(Exercise description):
A word-for-word transcription of the data below is required.

____

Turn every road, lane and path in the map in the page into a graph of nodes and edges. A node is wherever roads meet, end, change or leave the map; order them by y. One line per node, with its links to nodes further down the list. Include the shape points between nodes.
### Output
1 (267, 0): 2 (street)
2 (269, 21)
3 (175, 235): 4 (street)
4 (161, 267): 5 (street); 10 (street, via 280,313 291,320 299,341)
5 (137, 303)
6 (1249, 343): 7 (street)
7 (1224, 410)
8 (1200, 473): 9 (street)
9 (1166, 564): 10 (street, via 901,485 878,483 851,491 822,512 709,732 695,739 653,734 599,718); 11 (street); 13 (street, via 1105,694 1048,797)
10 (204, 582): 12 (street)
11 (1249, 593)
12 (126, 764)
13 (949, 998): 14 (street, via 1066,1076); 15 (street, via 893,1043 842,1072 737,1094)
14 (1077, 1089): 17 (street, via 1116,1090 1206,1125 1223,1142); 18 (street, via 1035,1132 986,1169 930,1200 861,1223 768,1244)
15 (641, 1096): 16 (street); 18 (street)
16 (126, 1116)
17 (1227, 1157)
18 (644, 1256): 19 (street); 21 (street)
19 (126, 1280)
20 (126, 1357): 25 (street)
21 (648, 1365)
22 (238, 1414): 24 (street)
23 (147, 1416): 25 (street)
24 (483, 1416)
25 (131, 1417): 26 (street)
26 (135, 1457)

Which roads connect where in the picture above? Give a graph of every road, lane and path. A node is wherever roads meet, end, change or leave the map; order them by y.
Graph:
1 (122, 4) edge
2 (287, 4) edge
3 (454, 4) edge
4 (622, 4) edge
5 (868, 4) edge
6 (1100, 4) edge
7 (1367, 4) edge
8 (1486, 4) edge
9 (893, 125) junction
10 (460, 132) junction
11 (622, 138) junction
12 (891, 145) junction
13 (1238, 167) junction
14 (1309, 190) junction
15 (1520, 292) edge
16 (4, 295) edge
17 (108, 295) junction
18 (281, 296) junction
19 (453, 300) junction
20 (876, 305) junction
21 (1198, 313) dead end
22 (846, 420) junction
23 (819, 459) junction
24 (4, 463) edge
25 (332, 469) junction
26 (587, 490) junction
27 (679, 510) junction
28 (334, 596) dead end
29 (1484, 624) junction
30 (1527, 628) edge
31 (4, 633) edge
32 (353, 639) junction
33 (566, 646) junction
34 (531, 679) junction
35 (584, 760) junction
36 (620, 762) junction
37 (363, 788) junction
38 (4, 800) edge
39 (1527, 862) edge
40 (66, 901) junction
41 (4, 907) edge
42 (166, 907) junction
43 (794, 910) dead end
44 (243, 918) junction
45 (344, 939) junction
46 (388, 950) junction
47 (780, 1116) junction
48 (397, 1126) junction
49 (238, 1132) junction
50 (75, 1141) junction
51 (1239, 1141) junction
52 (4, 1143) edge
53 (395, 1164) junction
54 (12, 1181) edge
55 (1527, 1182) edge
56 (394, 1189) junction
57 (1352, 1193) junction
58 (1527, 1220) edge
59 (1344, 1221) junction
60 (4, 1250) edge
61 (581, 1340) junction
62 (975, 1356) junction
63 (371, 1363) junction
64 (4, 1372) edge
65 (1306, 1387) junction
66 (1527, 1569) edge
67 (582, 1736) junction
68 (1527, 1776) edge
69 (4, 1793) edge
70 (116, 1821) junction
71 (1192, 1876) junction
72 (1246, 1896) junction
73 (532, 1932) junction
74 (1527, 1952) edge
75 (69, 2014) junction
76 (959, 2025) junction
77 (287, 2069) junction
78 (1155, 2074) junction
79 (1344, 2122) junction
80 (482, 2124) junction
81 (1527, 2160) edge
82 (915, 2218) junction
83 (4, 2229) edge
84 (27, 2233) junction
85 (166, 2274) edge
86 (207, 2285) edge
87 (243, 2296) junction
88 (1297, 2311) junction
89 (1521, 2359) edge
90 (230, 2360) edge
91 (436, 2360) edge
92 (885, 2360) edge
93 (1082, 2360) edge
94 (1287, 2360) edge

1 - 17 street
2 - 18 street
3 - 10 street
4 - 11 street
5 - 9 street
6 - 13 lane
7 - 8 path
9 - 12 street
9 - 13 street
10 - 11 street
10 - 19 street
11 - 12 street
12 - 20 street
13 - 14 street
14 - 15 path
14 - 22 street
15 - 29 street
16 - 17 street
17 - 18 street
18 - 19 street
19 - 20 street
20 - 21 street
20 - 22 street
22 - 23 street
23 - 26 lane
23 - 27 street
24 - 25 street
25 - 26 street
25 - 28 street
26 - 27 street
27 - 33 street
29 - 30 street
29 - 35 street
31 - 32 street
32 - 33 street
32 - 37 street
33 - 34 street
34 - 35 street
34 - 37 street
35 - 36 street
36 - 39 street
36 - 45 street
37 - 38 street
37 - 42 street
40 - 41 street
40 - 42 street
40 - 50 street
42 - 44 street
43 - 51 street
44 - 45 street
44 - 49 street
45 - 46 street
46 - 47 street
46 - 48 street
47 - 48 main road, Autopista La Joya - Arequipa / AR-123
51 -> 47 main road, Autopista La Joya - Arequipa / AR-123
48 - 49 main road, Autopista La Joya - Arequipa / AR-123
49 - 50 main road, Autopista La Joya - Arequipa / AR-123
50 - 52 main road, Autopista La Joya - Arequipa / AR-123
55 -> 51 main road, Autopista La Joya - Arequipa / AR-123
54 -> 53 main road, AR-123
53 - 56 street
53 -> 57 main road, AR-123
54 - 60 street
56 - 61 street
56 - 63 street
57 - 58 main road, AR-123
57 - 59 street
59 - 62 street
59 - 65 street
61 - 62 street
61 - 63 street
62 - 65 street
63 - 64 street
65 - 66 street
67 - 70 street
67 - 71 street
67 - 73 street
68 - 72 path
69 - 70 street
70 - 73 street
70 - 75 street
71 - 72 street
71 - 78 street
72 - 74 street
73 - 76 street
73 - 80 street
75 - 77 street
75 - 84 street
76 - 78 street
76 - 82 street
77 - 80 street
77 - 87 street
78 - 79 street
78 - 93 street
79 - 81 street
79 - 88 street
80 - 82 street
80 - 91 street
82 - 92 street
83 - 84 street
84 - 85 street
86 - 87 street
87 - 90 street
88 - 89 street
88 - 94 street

____

(Response below):
Turn every road, lane and path in the map in the page into a graph of nodes and edges. A node is wherever roads meet, end, change or leave the map; order them by y. One line per node, with its links to nodes further down the list. Include the shape points between nodes.
### Output
1 (267, 0): 2 (street)
2 (269, 21)
3 (175, 235): 4 (street)
4 (161, 267): 5 (street); 10 (street, via 280,313 291,320 299,341)
5 (137, 303)
6 (1249, 343): 7 (street)
7 (1224, 410)
8 (1200, 473): 9 (street)
9 (1166, 564): 10 (street, via 901,485 878,483 851,491 822,512 709,732 695,739 653,734 599,718); 11 (street); 13 (street, via 1105,694 1048,797)
10 (204, 582): 12 (street)
11 (1249, 593)
12 (126, 764)
13 (949, 998): 14 (street, via 1066,1076); 15 (street, via 893,1043 842,1072 737,1094)
14 (1077, 1089): 17 (street, via 1116,1090 1206,1125 1223,1142); 18 (street, via 1035,1132 986,1169 930,1200 861,1223 768,1244)
15 (641, 1096): 16 (street); 18 (street)
16 (126, 1116)
17 (1227, 1157)
18 (644, 1256): 19 (street); 21 (street)
19 (126, 1280)
20 (126, 1357): 25 (street)
21 (648, 1365)
22 (238, 1414): 24 (street)
23 (147, 1416): 25 (street)
24 (483, 1416)
25 (131, 1417): 26 (street)
26 (135, 1457)

Which roads connect where in the picture above? Give a graph of every road, lane and path. A node is wherever roads meet, end, change or leave the map; order them by y.
Graph:
1 (122, 4) edge
2 (287, 4) edge
3 (454, 4) edge
4 (622, 4) edge
5 (868, 4) edge
6 (1100, 4) edge
7 (1367, 4) edge
8 (1486, 4) edge
9 (893, 125) junction
10 (460, 132) junction
11 (622, 138) junction
12 (891, 145) junction
13 (1238, 167) junction
14 (1309, 190) junction
15 (1520, 292) edge
16 (4, 295) edge
17 (108, 295) junction
18 (281, 296) junction
19 (453, 300) junction
20 (876, 305) junction
21 (1198, 313) dead end
22 (846, 420) junction
23 (819, 459) junction
24 (4, 463) edge
25 (332, 469) junction
26 (587, 490) junction
27 (679, 510) junction
28 (334, 596) dead end
29 (1484, 624) junction
30 (1527, 628) edge
31 (4, 633) edge
32 (353, 639) junction
33 (566, 646) junction
34 (531, 679) junction
35 (584, 760) junction
36 (620, 762) junction
37 (363, 788) junction
38 (4, 800) edge
39 (1527, 862) edge
40 (66, 901) junction
41 (4, 907) edge
42 (166, 907) junction
43 (794, 910) dead end
44 (243, 918) junction
45 (344, 939) junction
46 (388, 950) junction
47 (780, 1116) junction
48 (397, 1126) junction
49 (238, 1132) junction
50 (75, 1141) junction
51 (1239, 1141) junction
52 (4, 1143) edge
53 (395, 1164) junction
54 (12, 1181) edge
55 (1527, 1182) edge
56 (394, 1189) junction
57 (1352, 1193) junction
58 (1527, 1220) edge
59 (1344, 1221) junction
60 (4, 1250) edge
61 (581, 1340) junction
62 (975, 1356) junction
63 (371, 1363) junction
64 (4, 1372) edge
65 (1306, 1387) junction
66 (1527, 1569) edge
67 (582, 1736) junction
68 (1527, 1776) edge
69 (4, 1793) edge
70 (116, 1821) junction
71 (1192, 1876) junction
72 (1246, 1896) junction
73 (532, 1932) junction
74 (1527, 1952) edge
75 (69, 2014) junction
76 (959, 2025) junction
77 (287, 2069) junction
78 (1155, 2074) junction
79 (1344, 2122) junction
80 (482, 2124) junction
81 (1527, 2160) edge
82 (915, 2218) junction
83 (4, 2229) edge
84 (27, 2233) junction
85 (166, 2274) edge
86 (207, 2285) edge
87 (243, 2296) junction
88 (1297, 2311) junction
89 (1521, 2359) edge
90 (230, 2360) edge
91 (436, 2360) edge
92 (885, 2360) edge
93 (1082, 2360) edge
94 (1287, 2360) edge

1 - 17 street
2 - 18 street
3 - 10 street
4 - 11 street
5 - 9 street
6 - 13 lane
7 - 8 path
9 - 12 street
9 - 13 street
10 - 11 street
10 - 19 street
11 - 12 street
12 - 20 street
13 - 14 street
14 - 15 path
14 - 22 street
15 - 29 street
16 - 17 street
17 - 18 street
18 - 19 street
19 - 20 street
20 - 21 street
20 - 22 street
22 - 23 street
23 - 26 lane
23 - 27 street
24 - 25 street
25 - 26 street
25 - 28 street
26 - 27 street
27 - 33 street
29 - 30 street
29 - 35 street
31 - 32 street
32 - 33 street
32 - 37 street
33 - 34 street
34 - 35 street
34 - 37 street
35 - 36 street
36 - 39 street
36 - 45 street
37 - 38 street
37 - 42 street
40 - 41 street
40 - 42 street
40 - 50 street
42 - 44 street
43 - 51 street
44 - 45 street
44 - 49 street
45 - 46 street
46 - 47 street
46 - 48 street
47 - 48 main road, Autopista La Joya - Arequipa / AR-123
51 -> 47 main road, Autopista La Joya - Arequipa / AR-123
48 - 49 main road, Autopista La Joya - Arequipa / AR-123
49 - 50 main road, Autopista La Joya - Arequipa / AR-123
50 - 52 main road, Autopista La Joya - Arequipa / AR-123
55 -> 51 main road, Autopista La Joya - Arequipa / AR-123
54 -> 53 main road, AR-123
53 - 56 street
53 -> 57 main road, AR-123
54 - 60 street
56 - 61 street
56 - 63 street
57 - 58 main road, AR-123
57 - 59 street
59 - 62 street
59 - 65 street
61 - 62 street
61 - 63 street
62 - 65 street
63 - 64 street
65 - 66 street
67 - 70 street
67 - 71 street
67 - 73 street
68 - 72 path
69 - 70 street
70 - 73 street
70 - 75 street
71 - 72 street
71 - 78 street
72 - 74 street
73 - 76 street
73 - 80 street
75 - 77 street
75 - 84 street
76 - 78 street
76 - 82 street
77 - 80 street
77 - 87 street
78 - 79 street
78 - 93 street
79 - 81 street
79 - 88 street
80 - 82 street
80 - 91 street
82 - 92 street
83 - 84 street
84 - 85 street
86 - 87 street
87 - 90 street
88 - 89 street
88 - 94 street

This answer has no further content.